▶ **WORK REQUEST**:
Repeat the data verbatim, images excluded.

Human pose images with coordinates
%%

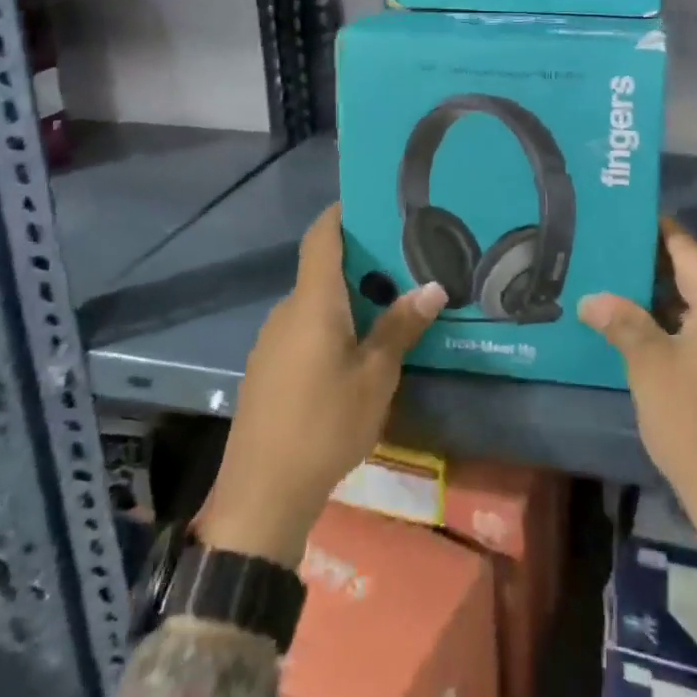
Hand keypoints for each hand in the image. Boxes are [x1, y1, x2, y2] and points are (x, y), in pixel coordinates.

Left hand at [198, 203, 446, 568]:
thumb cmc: (325, 424)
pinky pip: (304, 328)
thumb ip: (401, 327)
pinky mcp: (268, 369)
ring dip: (348, 296)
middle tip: (405, 260)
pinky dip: (332, 323)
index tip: (375, 201)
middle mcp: (287, 311)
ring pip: (314, 302)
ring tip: (390, 303)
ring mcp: (272, 341)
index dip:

%%

▶ **YOUR SOLUTION**:
Hand keypoints for each hand in the image. Boxes are [x1, y1, x2, y2] and points are (x, y), in pixel coordinates.

Left hand at [198, 203, 446, 568]:
thumb cmc: (325, 424)
pinky pip: (304, 328)
thumb ip: (401, 327)
pinky mcp: (268, 369)
ring dip: (348, 296)
middle tip: (405, 260)
pinky dip: (332, 323)
index tip: (375, 201)
middle mcp: (287, 311)
ring pip: (314, 302)
ring tip: (390, 303)
ring mcp: (272, 341)
index dip:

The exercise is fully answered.